This article by Carolyn Murray originally appeared on KPCW.org. Read it in its entirety here.
Action Utah is an organization formed after the divisive 2016 national elections. Their mission is to help citizens get involved in the legislative process in a civil and productive manner. Three of Park City’s state representatives attended the event and provided guidance for constituents to interact with them personally.
House District 28 Representative Brian King, from Salt Lake City and Tim Quinn, House District 54 from Wasatch County attended the event. Ron Winterton, State Senator from Roosevelt representing District 26, also attended.
They are all available by phone, texting or email. King uses twitter to let his constituents know what the democratic caucus is working on and he sends email updates regularly. He prefers texting because he likes the written reminder, but he takes phone calls and will meet personally. Quinn welcomes phone calls and hears frequently from both Park City and Summit County elected officials. Winterton is open to phone calls and emails but all three representatives say when the legislature is in session, the best method to reach them is through their legislative email or on the phone. They all ask for civility and respectful communications and during the session, they request people to be as concise with their communication as possible.
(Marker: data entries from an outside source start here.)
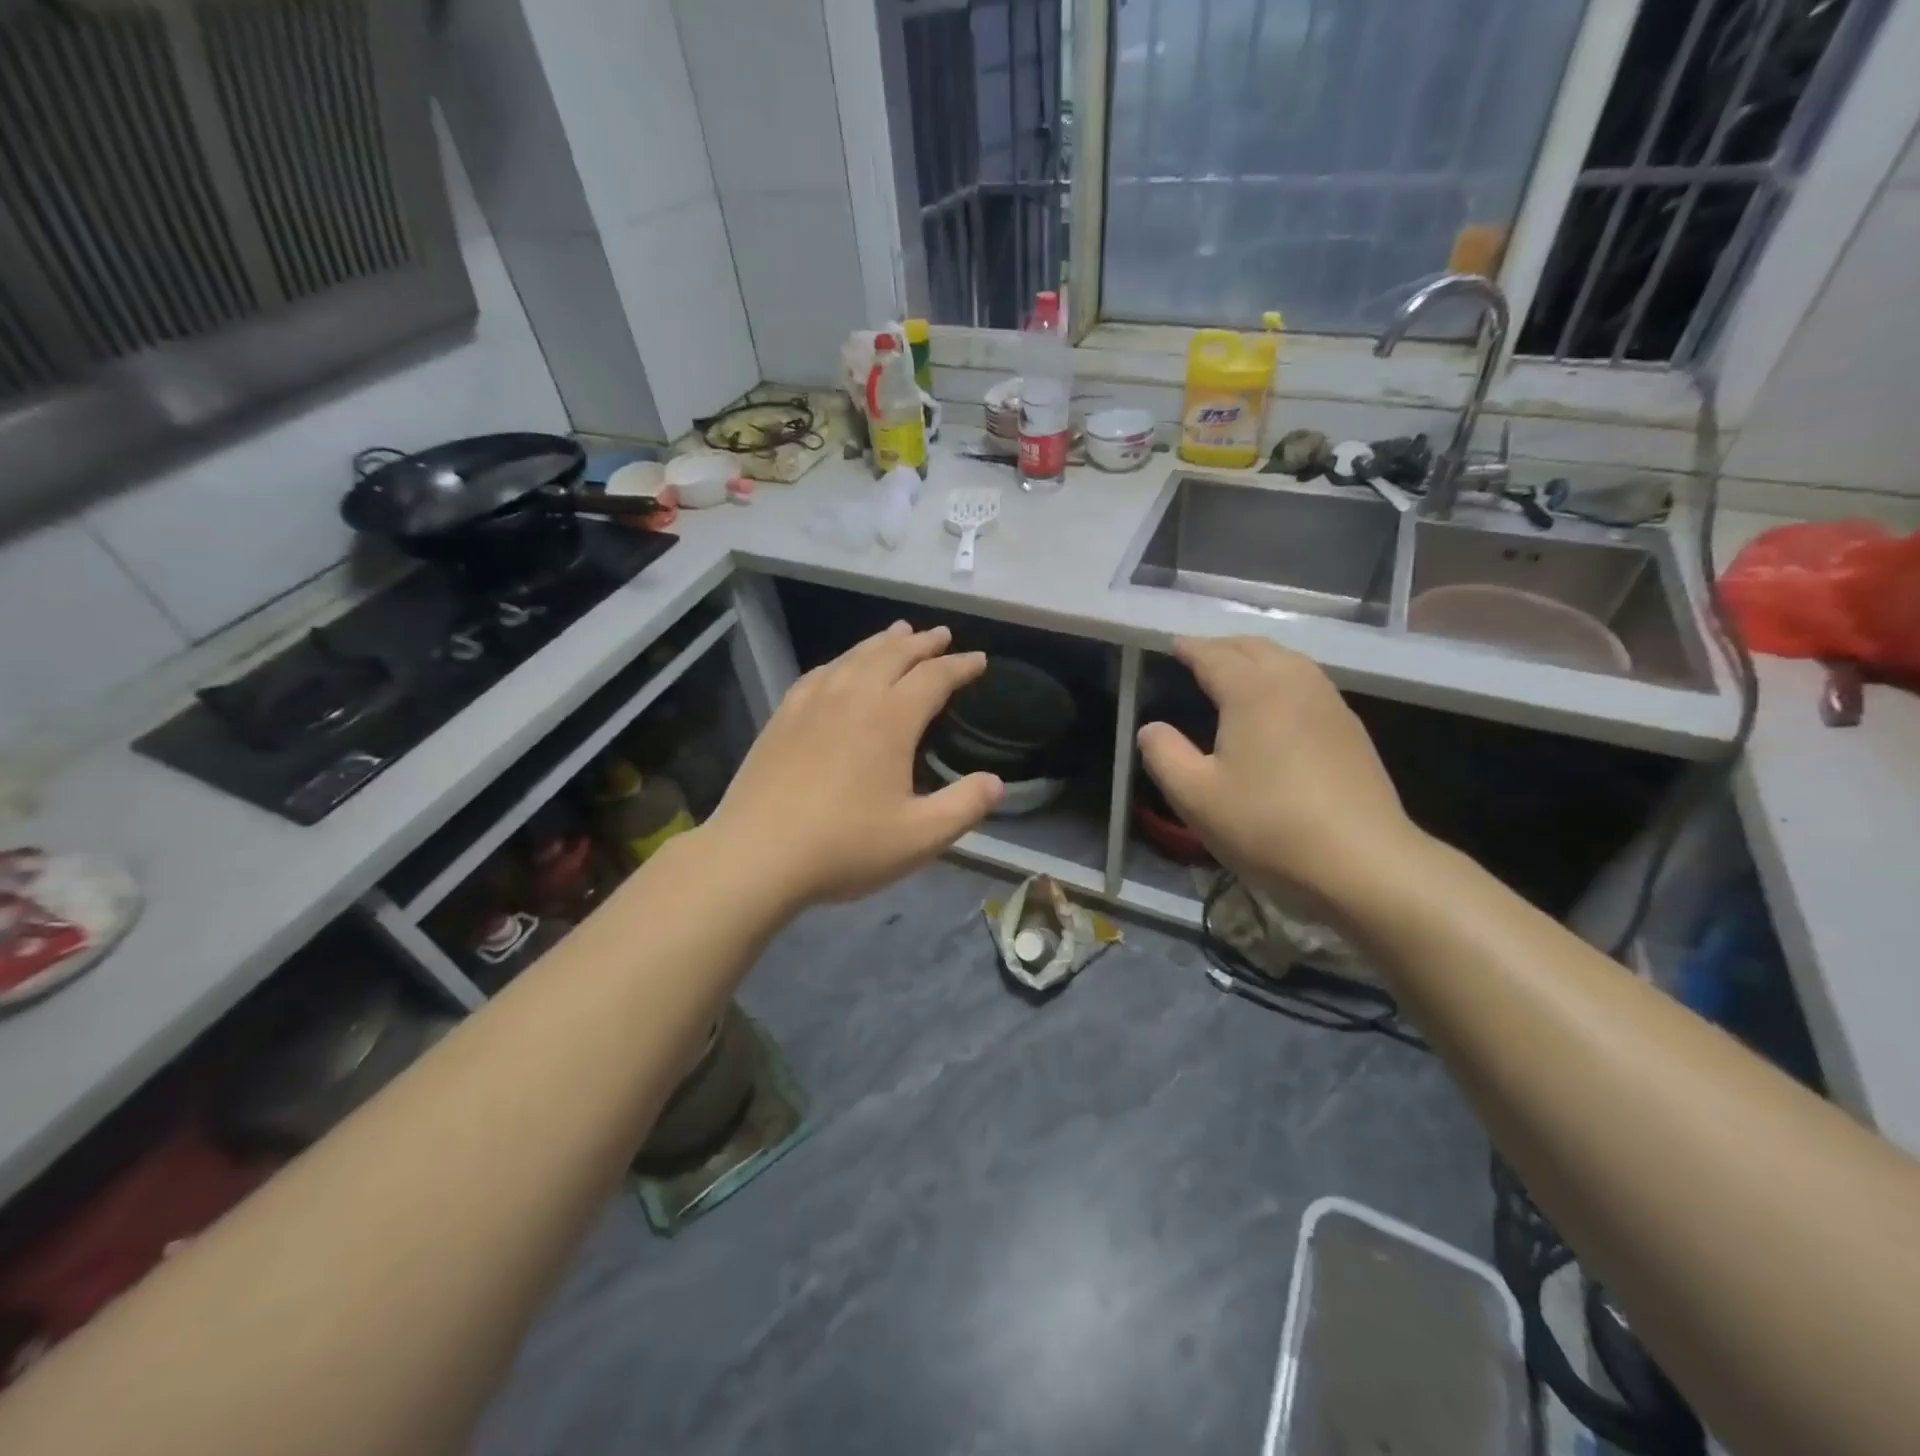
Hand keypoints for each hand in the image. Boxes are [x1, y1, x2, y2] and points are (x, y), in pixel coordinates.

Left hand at [706, 622, 1002, 908]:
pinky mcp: (783, 717)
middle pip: (893, 654)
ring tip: (899, 633)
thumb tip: (996, 783)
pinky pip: (820, 673)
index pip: (934, 677)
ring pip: (855, 656)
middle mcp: (852, 696)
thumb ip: (964, 807)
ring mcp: (812, 703)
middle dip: (923, 643)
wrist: (756, 855)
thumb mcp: (919, 837)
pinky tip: (841, 667)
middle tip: (942, 635)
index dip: (960, 666)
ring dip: (883, 642)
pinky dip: (842, 661)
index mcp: (890, 718)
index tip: (979, 661)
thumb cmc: (845, 846)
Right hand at [1136, 636, 1426, 913]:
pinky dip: (1283, 677)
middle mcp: (1294, 684)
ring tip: (1236, 673)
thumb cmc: (1268, 825)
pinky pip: (1309, 682)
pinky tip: (1278, 705)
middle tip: (1199, 656)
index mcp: (1252, 691)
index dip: (1190, 648)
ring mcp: (1330, 704)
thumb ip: (1164, 755)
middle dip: (1223, 646)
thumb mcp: (1196, 797)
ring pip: (1289, 660)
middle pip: (1256, 647)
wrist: (1363, 862)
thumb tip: (1151, 728)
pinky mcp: (1351, 729)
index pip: (1214, 655)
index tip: (1172, 644)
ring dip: (1257, 657)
Action Utah Co-Founder Andrea Himoff, in a nod to the very heavily gerrymandered Park City district, asked the following question.
“So, I sometimes joke that because I live in Park City, I can see all five state legislative districts from my bedroom window. But that’s an actual fact. I can. Yet, none of our state legislators are actually from Park City. So, how do you, as legislators who represent this area, know what we want and what we need in your representation of us?”
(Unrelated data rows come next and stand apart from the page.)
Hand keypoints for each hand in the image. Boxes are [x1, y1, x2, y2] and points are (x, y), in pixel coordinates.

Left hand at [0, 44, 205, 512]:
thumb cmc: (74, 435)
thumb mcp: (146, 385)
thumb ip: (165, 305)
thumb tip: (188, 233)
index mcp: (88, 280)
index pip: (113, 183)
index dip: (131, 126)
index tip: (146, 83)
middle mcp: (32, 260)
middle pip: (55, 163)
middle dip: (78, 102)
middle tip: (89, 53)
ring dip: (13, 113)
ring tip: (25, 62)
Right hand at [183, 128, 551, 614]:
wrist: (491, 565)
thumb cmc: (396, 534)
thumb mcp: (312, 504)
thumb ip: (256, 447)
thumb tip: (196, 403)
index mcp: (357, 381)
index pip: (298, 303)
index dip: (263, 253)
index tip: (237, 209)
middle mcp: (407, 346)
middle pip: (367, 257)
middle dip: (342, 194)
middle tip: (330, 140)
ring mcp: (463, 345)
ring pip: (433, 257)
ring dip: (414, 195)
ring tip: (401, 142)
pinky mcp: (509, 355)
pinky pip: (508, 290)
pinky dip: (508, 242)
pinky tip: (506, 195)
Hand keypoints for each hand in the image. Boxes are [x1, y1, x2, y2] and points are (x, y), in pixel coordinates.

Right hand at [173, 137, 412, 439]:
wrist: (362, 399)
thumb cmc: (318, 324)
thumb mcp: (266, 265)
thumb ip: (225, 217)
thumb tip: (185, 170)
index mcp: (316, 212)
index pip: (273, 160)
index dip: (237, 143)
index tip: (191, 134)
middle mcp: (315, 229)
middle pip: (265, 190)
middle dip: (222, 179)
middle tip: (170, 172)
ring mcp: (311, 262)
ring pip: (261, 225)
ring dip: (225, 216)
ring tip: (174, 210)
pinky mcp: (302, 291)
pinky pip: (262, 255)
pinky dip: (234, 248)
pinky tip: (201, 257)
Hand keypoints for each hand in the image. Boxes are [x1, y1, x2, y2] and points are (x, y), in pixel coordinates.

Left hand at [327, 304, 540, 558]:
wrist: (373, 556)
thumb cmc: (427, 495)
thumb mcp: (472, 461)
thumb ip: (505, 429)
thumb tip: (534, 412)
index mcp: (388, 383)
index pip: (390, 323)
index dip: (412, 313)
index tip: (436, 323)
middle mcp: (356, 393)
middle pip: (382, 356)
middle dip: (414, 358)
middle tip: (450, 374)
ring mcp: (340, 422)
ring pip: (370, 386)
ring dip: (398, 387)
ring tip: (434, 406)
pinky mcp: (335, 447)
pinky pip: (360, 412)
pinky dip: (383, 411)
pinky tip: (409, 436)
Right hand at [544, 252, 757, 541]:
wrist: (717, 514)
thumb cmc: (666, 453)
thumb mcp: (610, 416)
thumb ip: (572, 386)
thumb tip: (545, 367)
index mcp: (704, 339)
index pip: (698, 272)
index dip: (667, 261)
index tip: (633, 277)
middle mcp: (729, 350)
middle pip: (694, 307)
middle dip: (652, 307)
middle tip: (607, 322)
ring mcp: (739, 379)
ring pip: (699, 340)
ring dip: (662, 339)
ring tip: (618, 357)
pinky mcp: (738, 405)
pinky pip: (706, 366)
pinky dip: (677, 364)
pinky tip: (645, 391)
Democrat Brian King represents HD 28 which includes about 5000 Park City residents from Summit Park and a portion of Pine Brook. He says most legislators will take time to talk on the phone or meet in person. He says he tries hard to respond to constituents during the session which lasts 45 days from the end of January to the beginning of March. During the rest of the year, he says he is available to anyone in Park City regardless if they live in District 28.
“Coming to meetings like this and going to community council meetings and just being responsive when people contact you and say, hey, I’ve got something I want to talk to you about. And, I realize some people are going to seek me out because of the initials behind my name, maybe a little quicker than they might seek out somebody who is on the other side of the aisle. And I take that seriously and this really is the best time to talk to us as legislators.”
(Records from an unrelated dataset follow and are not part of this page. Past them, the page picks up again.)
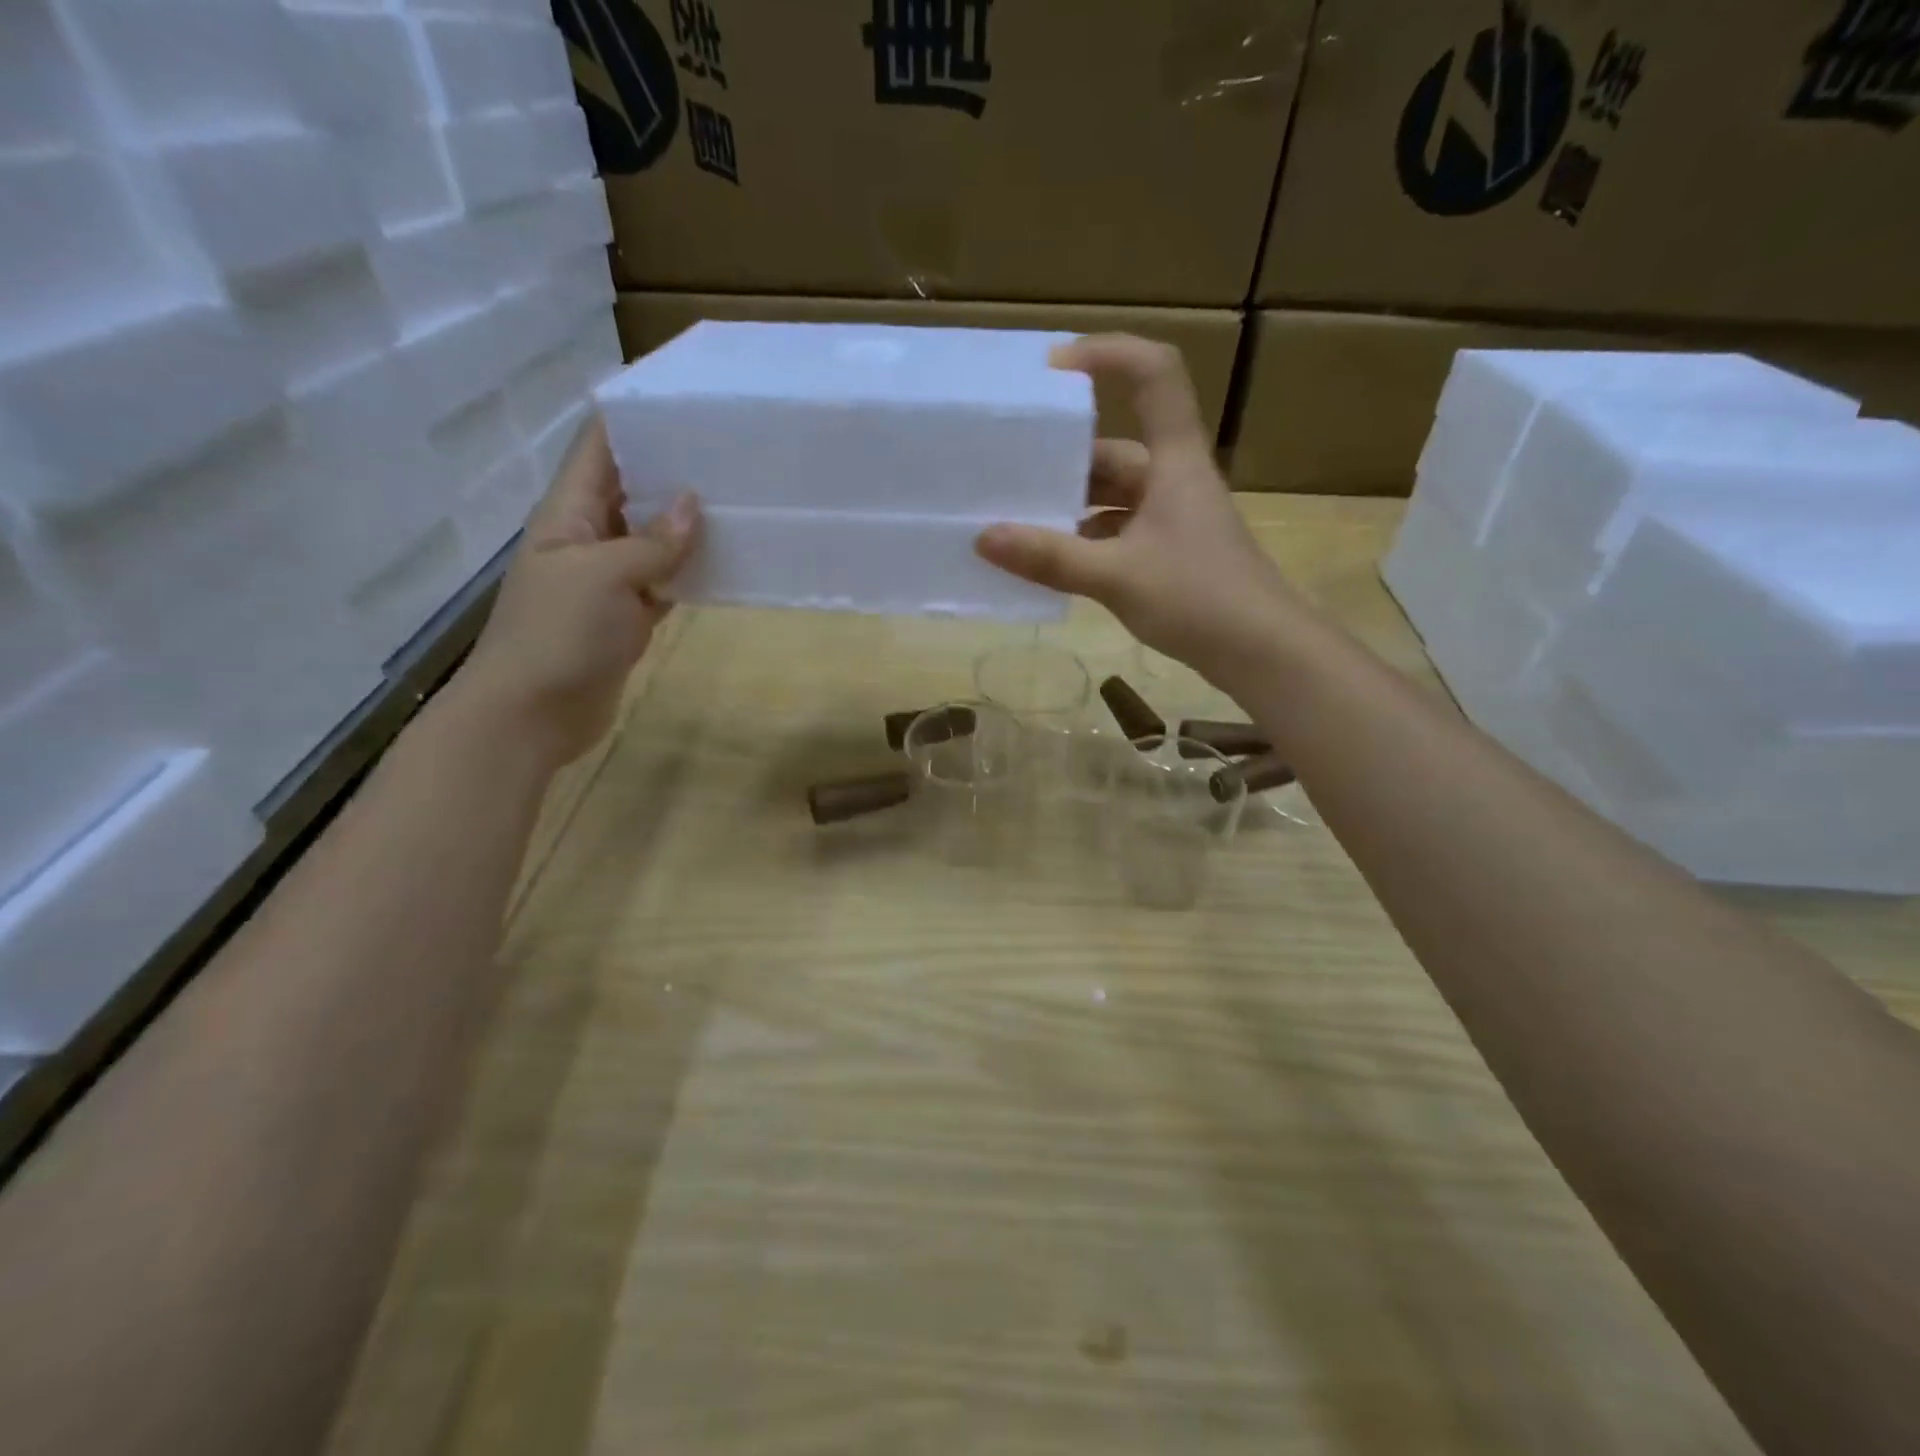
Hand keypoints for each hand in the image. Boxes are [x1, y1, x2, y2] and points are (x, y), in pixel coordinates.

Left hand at [452, 417, 700, 767]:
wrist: (533, 714)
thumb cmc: (558, 635)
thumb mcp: (604, 577)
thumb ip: (652, 542)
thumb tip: (693, 503)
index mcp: (568, 513)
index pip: (599, 448)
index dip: (633, 418)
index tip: (684, 400)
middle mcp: (588, 537)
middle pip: (631, 489)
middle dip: (672, 468)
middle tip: (729, 449)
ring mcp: (609, 579)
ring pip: (653, 537)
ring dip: (687, 522)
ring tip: (739, 496)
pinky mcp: (628, 615)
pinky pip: (664, 581)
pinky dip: (691, 570)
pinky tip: (728, 559)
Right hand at [974, 335, 1292, 679]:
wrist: (1262, 653)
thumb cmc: (1198, 598)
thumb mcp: (1117, 576)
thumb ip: (1051, 558)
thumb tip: (984, 538)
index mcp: (1174, 460)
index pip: (1154, 374)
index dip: (1108, 355)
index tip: (1053, 371)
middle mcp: (1174, 479)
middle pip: (1117, 447)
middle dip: (1064, 457)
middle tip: (1009, 467)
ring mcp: (1174, 518)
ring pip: (1114, 495)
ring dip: (1071, 505)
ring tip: (1017, 518)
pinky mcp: (1170, 553)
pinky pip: (1118, 532)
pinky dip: (1085, 540)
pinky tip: (1052, 561)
Republican Tim Quinn representing HD 54 lives in Wasatch County but says he hears from his Summit County constituents and elected officials regularly. He points to the Park City plastic bag ban as an example of his local support.
“I think that Summit County should have its own representative for a house district and I’ve already told leadership in my party that I think Summit County ought to have its own representative. On a particular ban that you guys imposed, you’ll find all three of us joined efforts to fight those fights for you. And I think in my opinion it was much to the benefit of Summit County and Park City.”
In 2011, Park City was taken from two to three house districts. King says the gerrymandering was done for political reasons, but he says, as a result, Summit County has three representatives instead of one.
“Now, you can come down on either side of this argument. But, it’s not a frivolous argument to make but having three people in the house to talk to, each of whom feels some obligation to represent Summit County, actually gives Summit county greater representation. I come down on either side of that and I understand both sides of the argument.”
Senator Allen Christiansen and Representative Logan Wilde did not attend the Action Utah forum.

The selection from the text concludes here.